At the door he turned. “You remember another one,” he said, “you be sure to tell me.”
Sheldon could see, without half trying, that the chief was serious about his stories.
Sheldon went back to his desk, listening to the soft padding of the chief’s feet doing down the catwalk. The communicator chirped. It was Hart.
“The first of the scout boats are in,” he said. “They reported on five other villages and they are just the same as this. The Googles have deserted their old villages and are living in filthy huts just a mile or two away. And every one of those reed-hut villages has a god-house and a greenhouse.”
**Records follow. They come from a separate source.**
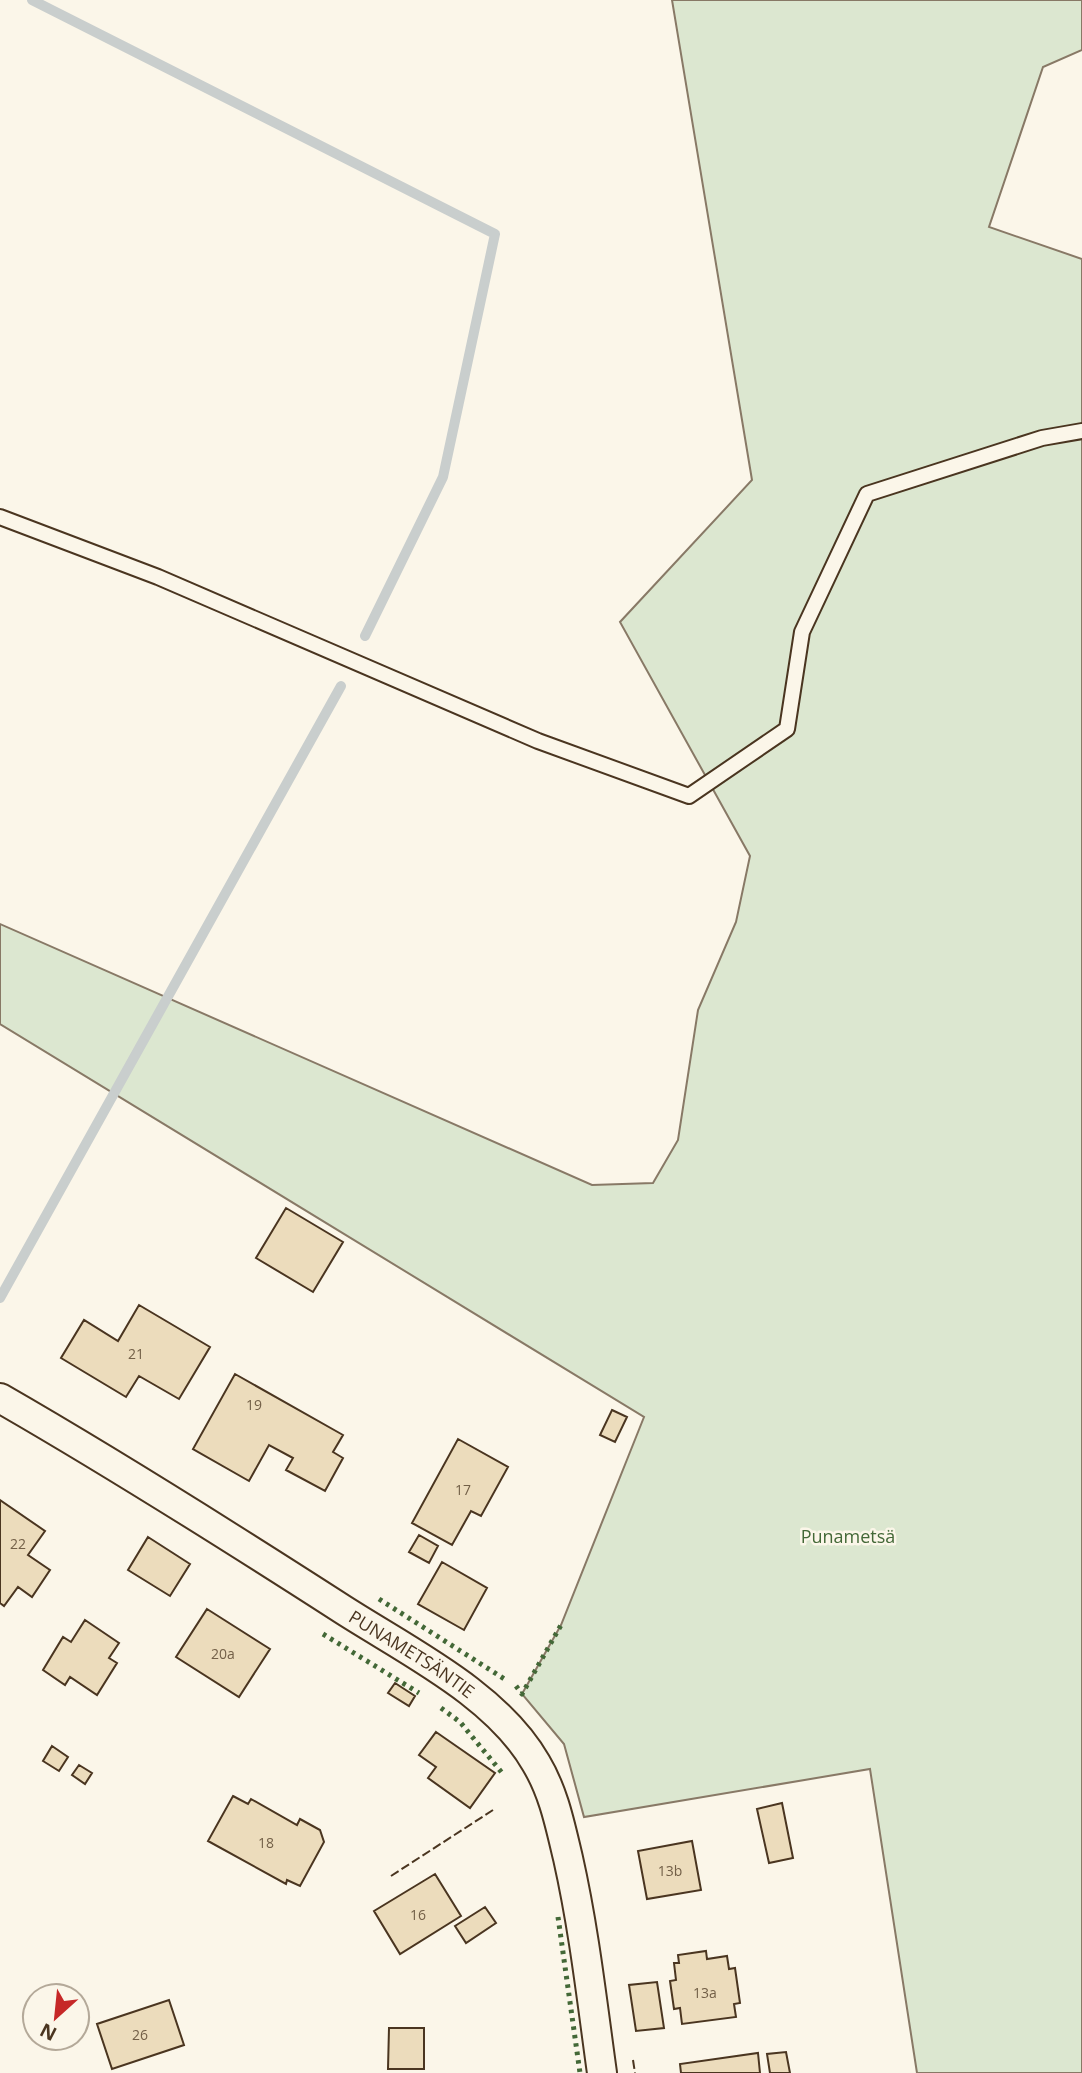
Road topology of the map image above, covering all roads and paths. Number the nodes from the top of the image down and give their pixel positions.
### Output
1 (1082, 431) edge
2 (0, 517) edge
3 (0, 1398) edge
4 (602, 2073) edge

1 - 2 lane
3 - 4 street, PUNAMETSÄNTIE

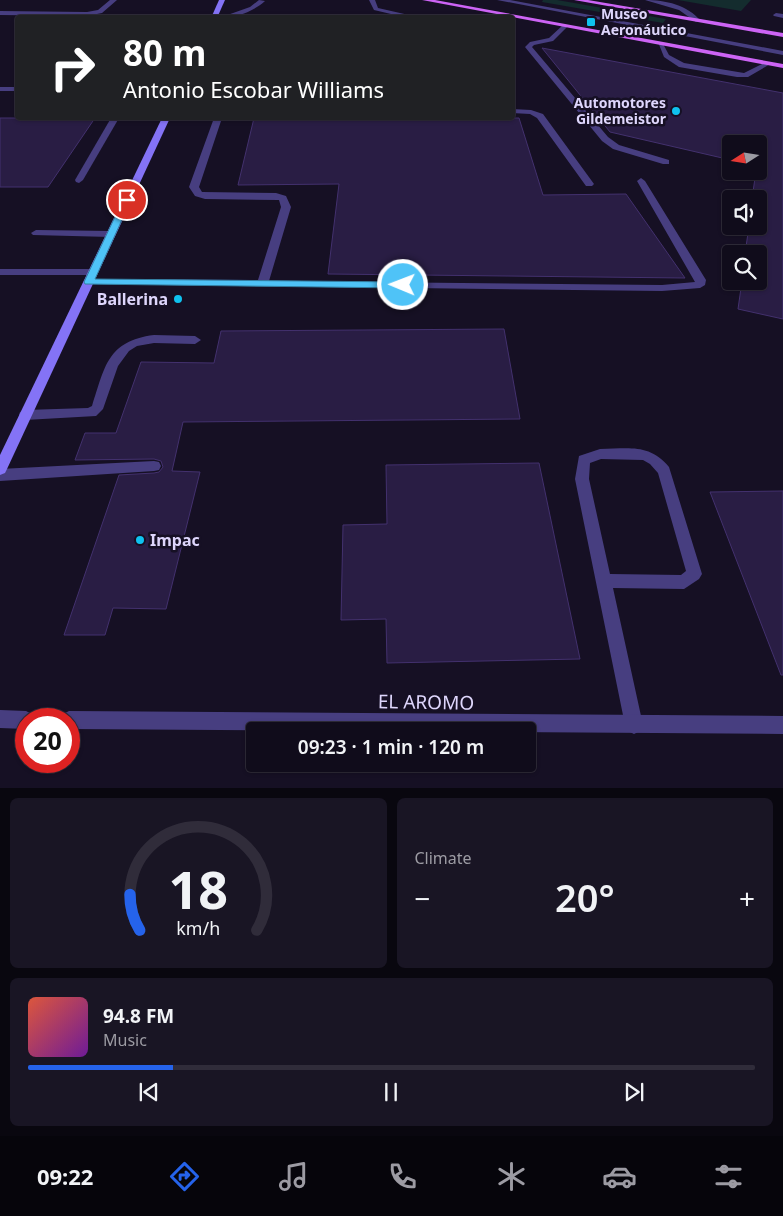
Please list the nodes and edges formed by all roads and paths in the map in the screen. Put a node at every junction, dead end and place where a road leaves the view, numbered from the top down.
1 (114, 0) edge
2 (222, 0) edge
3 (372, 0) edge
4 (425, 0) edge
5 (500, 0) edge
6 (520, 0) edge
7 (526, 0) edge
8 (577, 0) edge
9 (648, 0) edge
10 (262, 1) edge
11 (549, 5) junction
12 (0, 13) edge
13 (776, 14) dead end
14 (215, 15) edge
15 (231, 15) edge
16 (405, 15) edge
17 (500, 15) edge
18 (783, 16) edge
19 (515, 18) edge
20 (698, 21) junction
21 (565, 26) junction
22 (783, 35) edge
23 (552, 40) junction
24 (660, 43) junction
25 (544, 48) dead end
26 (783, 49) edge
27 (783, 53) edge
28 (768, 63) junction
29 (783, 66) edge
30 (0, 89) edge
31 (15, 89) edge
32 (515, 111) edge
33 (114, 120) edge
34 (165, 120) edge
35 (217, 120) edge
36 (666, 162) dead end
37 (79, 180) dead end
38 (641, 181) dead end
39 (589, 184) dead end
40 (36, 233) dead end
41 (112, 234) junction
42 (0, 272) edge
43 (91, 277) junction
44 (263, 283) junction
45 (195, 340) dead end
46 (26, 415) junction
47 (4, 455) edge
48 (154, 466) dead end
49 (0, 470) edge
50 (0, 475) edge
51 (603, 580) junction
52 (0, 719) edge
53 (15, 720) edge
54 (80, 720) edge
55 (634, 725) junction
56 (783, 725) edge

1 - 12 street
2 - 14 street
3 - 16 street
4 - 17 main road
5 - 27 street
6 - 11 street
7 - 11 street
8 - 20 main road
9 - 20 street
10 - 15 street
11 - 26 street
13 - 18 street
19 - 21 main road
20 - 22 main road
21 - 23 street
21 - 24 main road
23 - 25 street
23 - 36 street
24 - 28 main road
24 - 28 street
28 - 29 main road
30 - 31 street
32 - 39 street
33 - 37 street
34 - 41 street
35 - 44 street
38 - 44 street
40 - 41 street
41 - 43 street
42 - 43 street
43 - 44 street
43 - 46 street
45 - 46 street
46 - 47 street
47 - 49 street
48 - 50 street
51 - 51 street
51 - 55 street
52 - 53 street
54 - 55 street, EL AROMO
55 - 56 street, EL AROMO

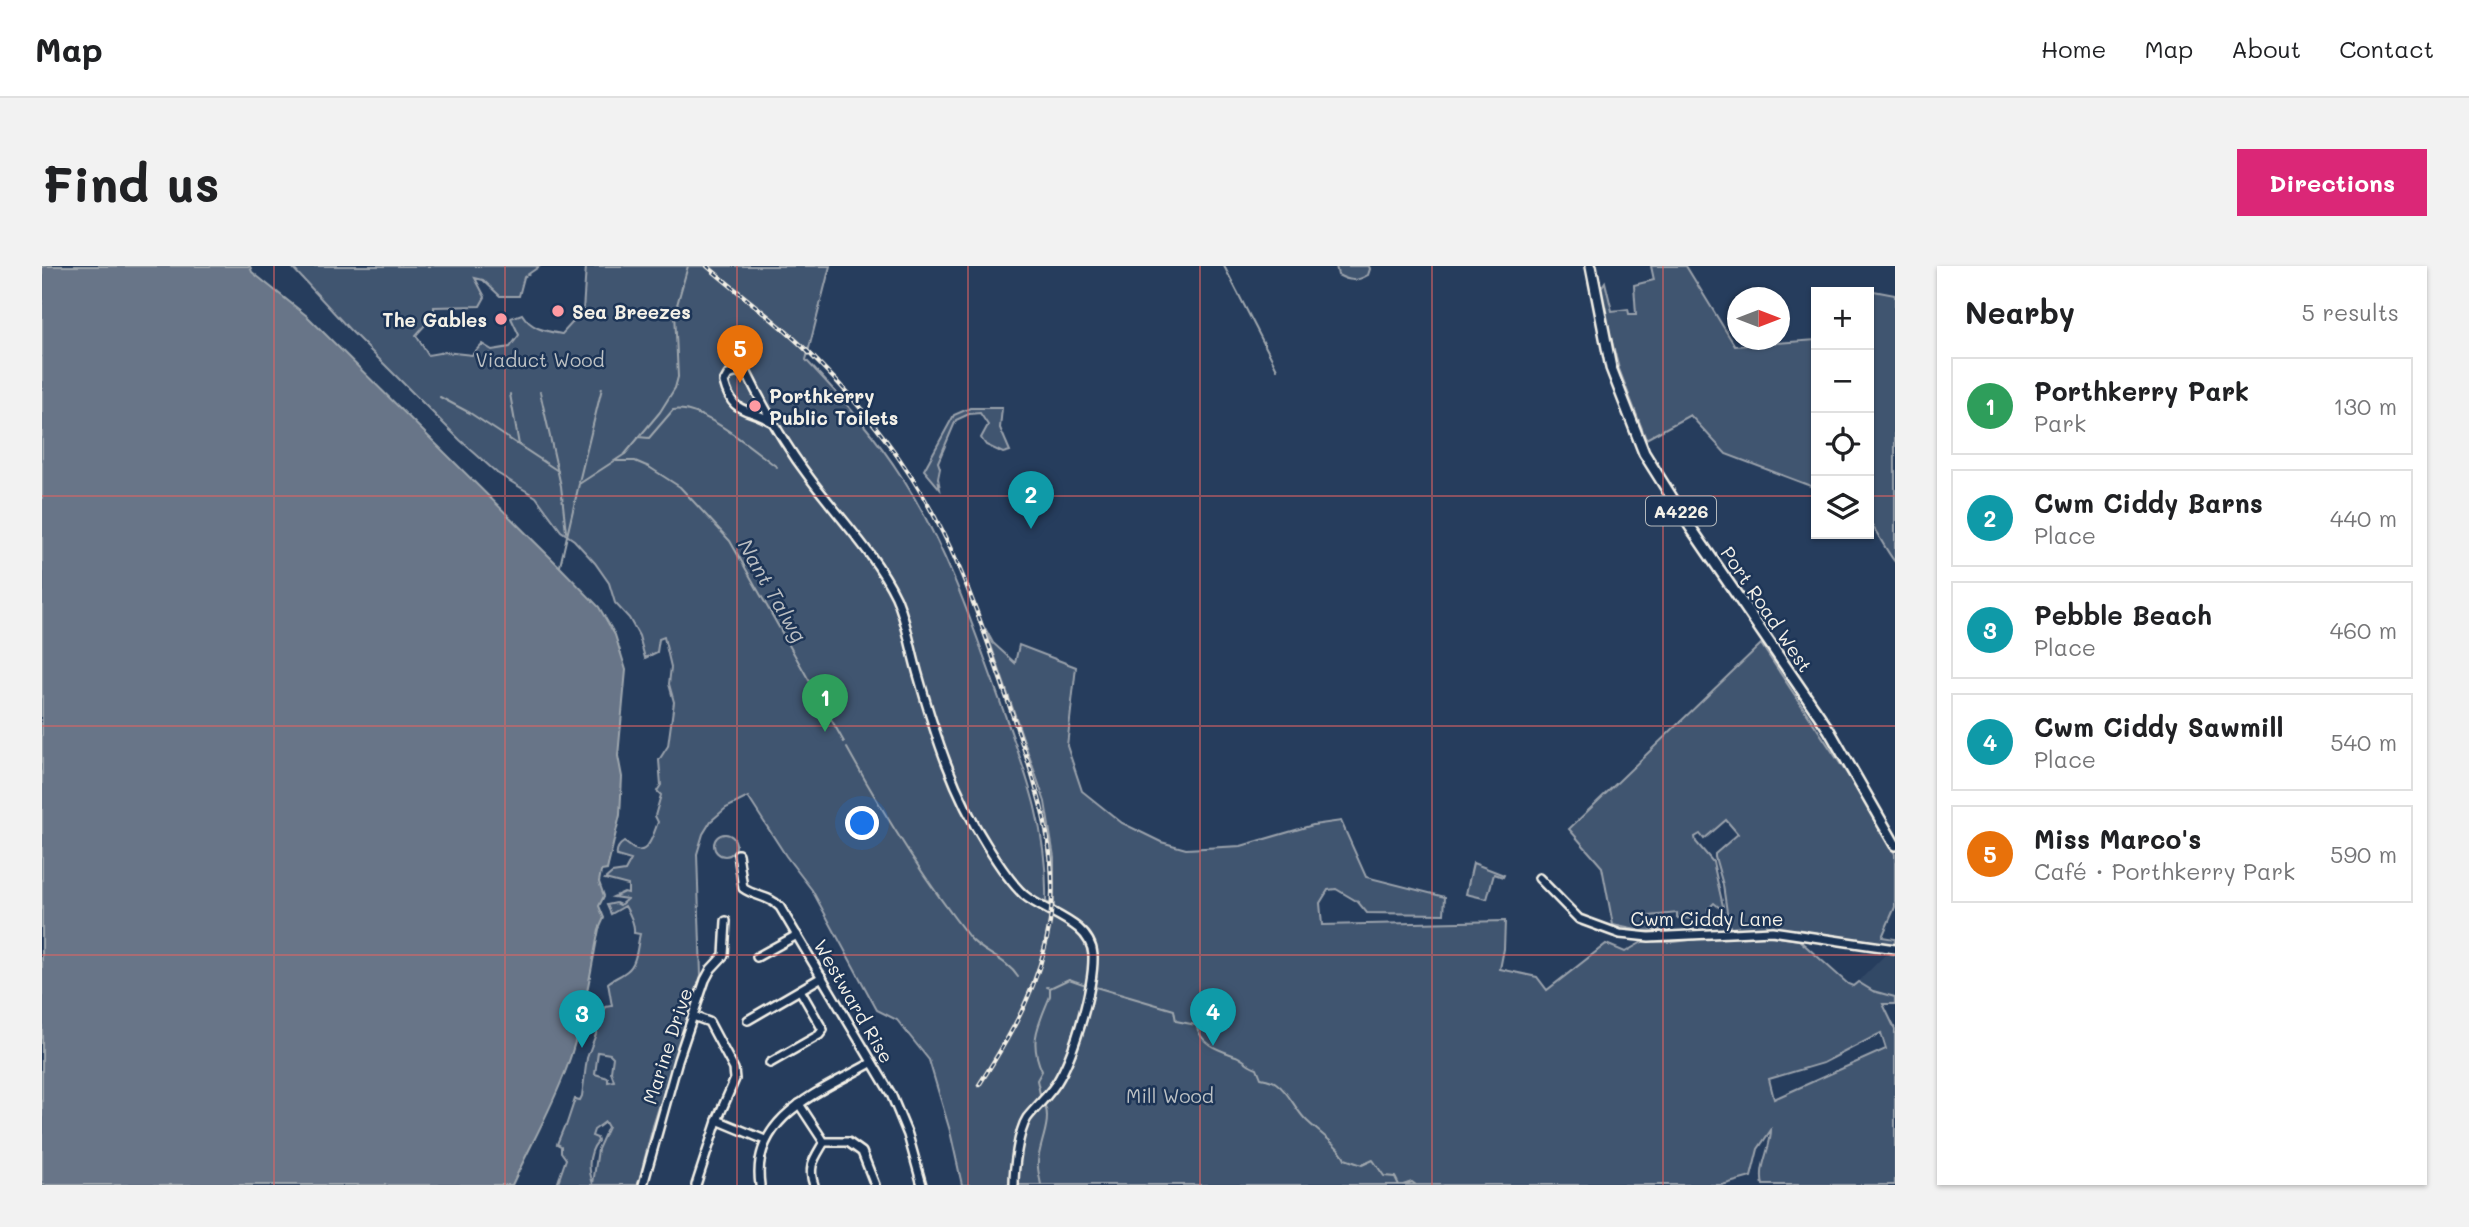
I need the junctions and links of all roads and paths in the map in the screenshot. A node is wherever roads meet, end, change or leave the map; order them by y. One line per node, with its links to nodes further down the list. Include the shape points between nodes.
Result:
1 (1591, 266): 3 (main road, Port Road West / A4226, via 1611,368 1644,453 1835,740)
2 (772, 422): 2 (street, via 728,399 723,382 727,375 741,370 747,373); 28 (street, via 897,599 943,754 976,828 1024,895 1084,933 1093,952 1091,986 1062,1074 1025,1121)
3 (1895, 845)
4 (738, 854): 6 (street)
5 (750, 870): 6 (street)
6 (739, 871): 9 (street, Westward Rise, via 745,890 773,900)
7 (1539, 878): 10 (street, Cwm Ciddy Lane, via 1578,919 1620,934 1649,937 1772,931)
8 (726, 921): 14 (street, Marine Drive, via 724,955 711,969)
9 (797, 935): 11 (street); 12 (street, Westward Rise)
10 (1895, 949)
11 (757, 957)
12 (822, 977): 13 (street); 17 (street, Westward Rise)
13 (800, 990): 15 (street); 16 (street, via 823,1030)
14 (693, 1016): 19 (street, via 709,1022 734,1069 735,1079); 22 (street, Marine Drive)
15 (748, 1020)
16 (770, 1063)
17 (871, 1063): 18 (street); 27 (street, Westward Rise, via 901,1115)
18 (799, 1104): 20 (street, via 779,1119); 21 (street)
19 (717, 1120): 20 (street); 23 (street)
20 (765, 1140): 24 (street)
21 (824, 1142): 25 (street, via 811,1165); 26 (street, via 848,1142 862,1152)
22 (643, 1185)
23 (696, 1185)
24 (760, 1185)
25 (814, 1185)
26 (875, 1185)
27 (922, 1185)
28 (1014, 1185)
“Let me know as soon as the other boats come in,” said Sheldon, “although I don’t suppose we can hope for much. Their reports probably will be the same.”
“Another thing,” said Hart. “The chief asked us to come down to the village for a pow-wow tonight. I told him that we’d come.”
“That’s some improvement,” Sheldon said. “For the first few days they didn’t notice us. Either didn’t notice us or ran away.”
“Any ideas yet, Mister Co-ordinator?”
“One or two.”
“Doing anything about them?”
“Not yet,” said Sheldon. “We have lots of time.”
He clicked off the squawk box and sat back. Ideas? Well, one maybe. And not a very good one.
A purification rite? An alien equivalent of a return to nature? It didn’t click too well. For, with a Type 10 culture, the Googles never strayed far enough from nature to want to return to it.
Take a Type 10 culture. Very simple, of course, but fairly comfortable. Not quite on the verge of the machine age, but almost—yes, just short of the machine age. A sort of golden age of barbarism. Good substantial villages with a simple commerce and sound basic economics. Peaceful dictatorship and pastoral existence. Not too many laws to stumble over. A watered-down religion without an excess of tabus. One big happy family with no sharp class distinction.
And they had deserted that idyllic life.
Crazy? Of course it was crazy.
As it stands now the Googles seem barely to get along. Their vocabulary is limited; why, I speak the language even better than the chief, Sheldon told himself.
Their livelihood was barely above the survival level. They hunted and fished, picked some fruit and dug some roots, and went a little hungry—and all the time the garden patches outside the deserted villages lay fallow, waiting for the plow and hoe, waiting for the seed, but with evidence of having been worked only a year or so before. And in those patches undoubtedly they had grown the babu plants as well as vegetables. But the Googles now apparently knew nothing of plow or hoe or seed. Their huts were ill-made and dirty. There was family life, but on a moral level that almost turned one’s stomach. Their weapons were of stone and they had no agricultural implements.
Retrogression? No, not just simple retrogression. For even in the retrogression, there was paradox.
In the center of the Type 14 village to which the Googles had retreated stood the god-house, and back of the god-house stood the greenhouse with babu growing in it. The greenhouse was built of glass and nowhere else in the Type 14 village was there any sign of glass. No Type 14 alien could have built that greenhouse, nor the god-house, either. No mere hut, that god-house, but a building made of quarried stone and squared timbers, with its door locked tight by some ingenious means that no one yet had figured out. Although, to tell the truth, no one had spent much time on it. On an alien planet, visitors don’t monkey with a god-house.
“I swear,” said Sheldon, talking aloud to himself, “that the god-house was never built by that gang out there. It was built, if I don’t miss my guess, before the retrogression. And the greenhouse, too.”